We are pleased to present the Valuation Pulse for the fourth quarter of FY19.
On a full year basis, fiscal year ending March 2019 saw most of the IT companies demonstrating a healthy growth and improved margins compared to FY18 on the back of improved global growth, rupee depreciation, and increasing share of digital services. However, in the most recent quarter, i.e. Q4 of FY19, most of the IT companies witnessed sluggish growth, margin erosion due to increased localisation, attrition, etc., and muted forecast due to macroeconomic headwinds and concerns in the BFSI segment. This led to some softening in the valuation multiples of the IT companies, with most of the companies trading at or below their long-term average valuation multiples. Engineering services companies also witnessed a decline in valuation multiples in Q4 due to a demand pushout in the aerospace vertical.

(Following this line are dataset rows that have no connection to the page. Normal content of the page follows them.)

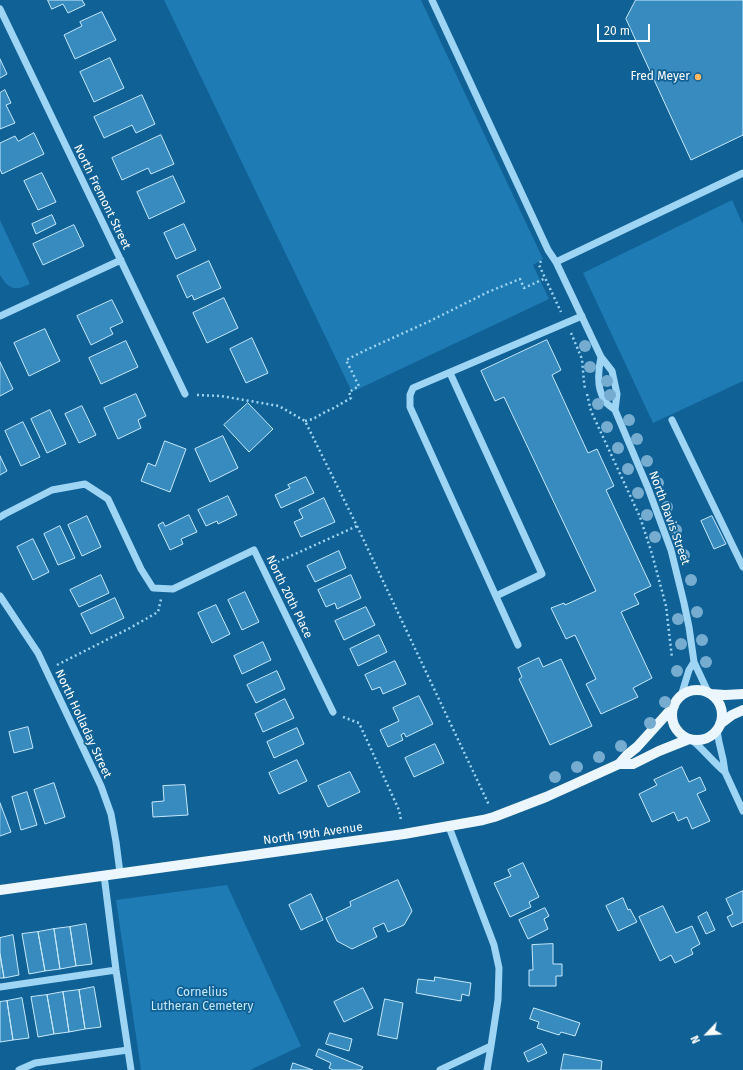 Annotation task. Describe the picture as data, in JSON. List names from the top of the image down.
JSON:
{
  "streets": {
    "main road": ["North 19th Avenue"],
    "street": [
      "North Fremont Street",
      "North Davis Street",
      "North 20th Place",
      "North Holladay Street"
    ]
  },
  "crossings": [
    ["North Davis Street", "North 19th Avenue"],
    ["North Holladay Street", "North 19th Avenue"]
  ],
  "parks": ["Cornelius Lutheran Cemetery"],
  "places": ["Fred Meyer"],
  "scale_bar": "20 m",
  "north": "bottom left"
}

On the deals front, in FY19, IT companies continued their quest for acquiring digital capabilities through acquisitions. Tech Mahindra led the pack with the most number of acquisition in FY19, while HCL led in value terms. The SaaS, software solutions, predictive analytics and digital payments segments witnessed the most transaction activity in the last 12 months in volume terms. Further, FY19 saw some marquee transactions, including HCL’s acquisition of IBM’s software products, which is the largest acquisition by an Indian IT company till date.
We hope you will find this publication insightful and informative.